### EXERCISE REQUIREMENTS:
So that the copy stays text only, transcribe the data below exactly and exclude the images.

### DATA EXTRACT:
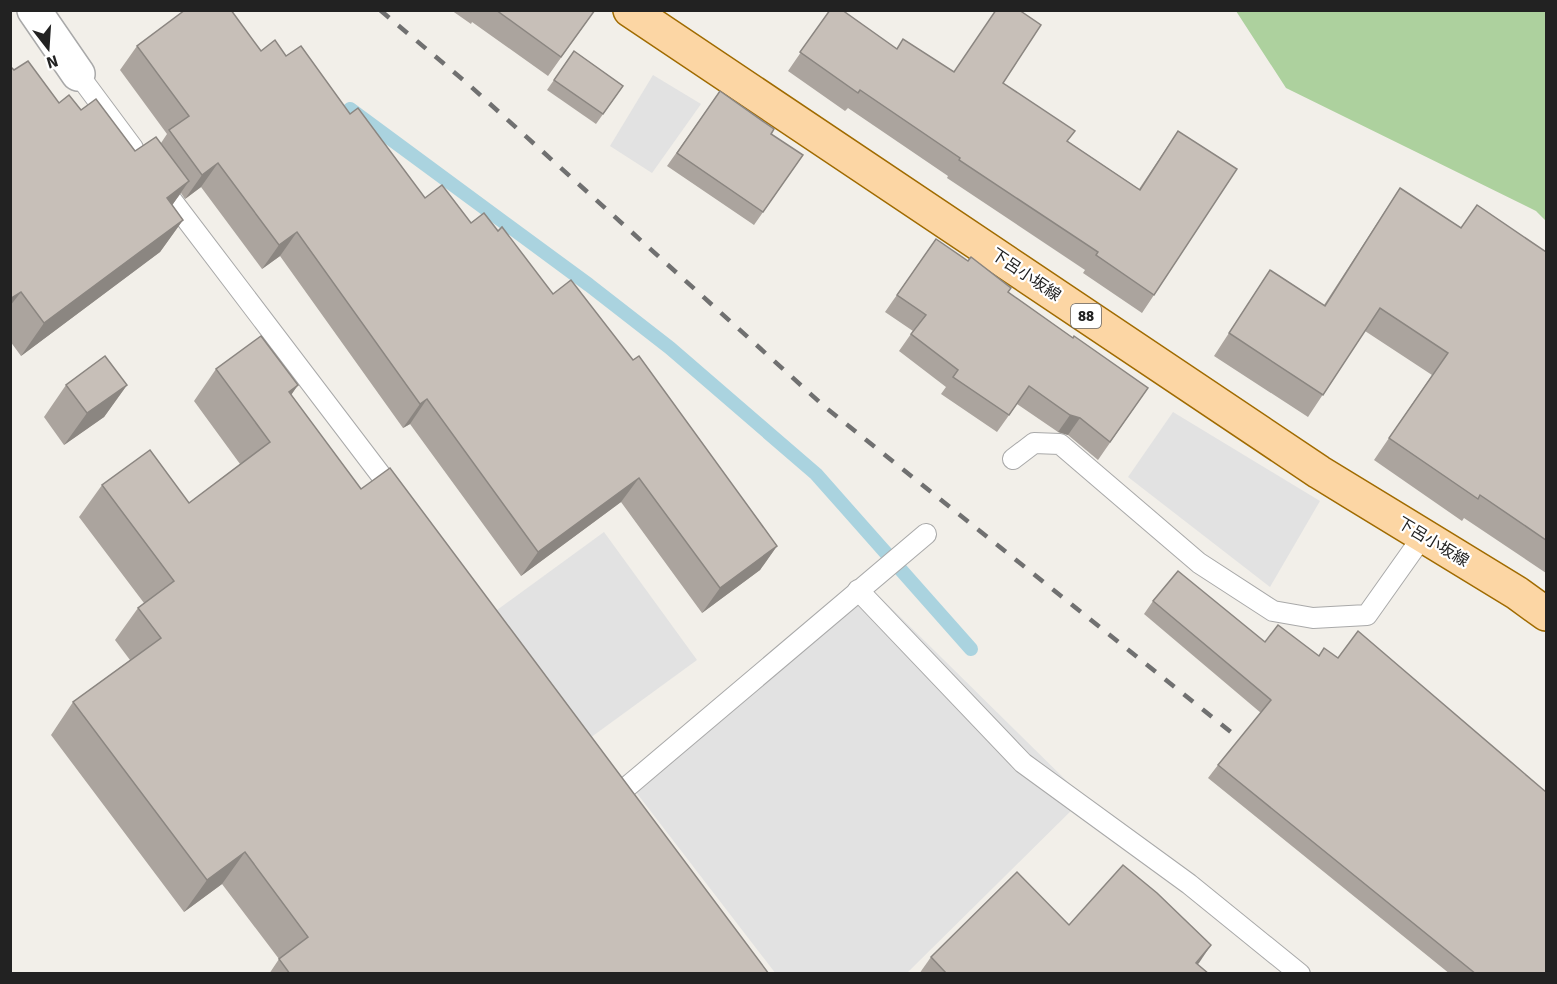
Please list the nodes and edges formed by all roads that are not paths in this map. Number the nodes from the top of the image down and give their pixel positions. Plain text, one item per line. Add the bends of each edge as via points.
1 (33, 10) edge
2 (630, 10) edge
3 (78, 74) joint
4 (1013, 459) dead end
5 (404, 505) edge
6 (926, 534) dead end
7 (1423, 536) junction
8 (858, 590) junction
9 (1546, 614) edge
10 (607, 774) edge
11 (621, 792) junction
12 (636, 811) edge
13 (1300, 974) edge

1 - 3 street
2 - 7 main road, 下呂小坂線 / 88 via 1271,440
3 - 5 lane
4 - 7 lane via 1034,443 1060,444 1199,563 1273,611 1313,618 1367,615
6 - 8 lane
7 - 9 main road, 下呂小坂線 / 88
8 - 11 lane
8 - 13 lane via 1023,763 1189,884
10 - 11 lane
11 - 12 lane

### ANSWER SPACE:
Please list the nodes and edges formed by all roads that are not paths in this map. Number the nodes from the top of the image down and give their pixel positions. Plain text, one item per line. Add the bends of each edge as via points.
1 (33, 10) edge
2 (630, 10) edge
3 (78, 74) joint
4 (1013, 459) dead end
5 (404, 505) edge
6 (926, 534) dead end
7 (1423, 536) junction
8 (858, 590) junction
9 (1546, 614) edge
10 (607, 774) edge
11 (621, 792) junction
12 (636, 811) edge
13 (1300, 974) edge

1 - 3 street
2 - 7 main road, 下呂小坂線 / 88 via 1271,440
3 - 5 lane
4 - 7 lane via 1034,443 1060,444 1199,563 1273,611 1313,618 1367,615
6 - 8 lane
7 - 9 main road, 下呂小坂線 / 88
8 - 11 lane
8 - 13 lane via 1023,763 1189,884
10 - 11 lane
11 - 12 lane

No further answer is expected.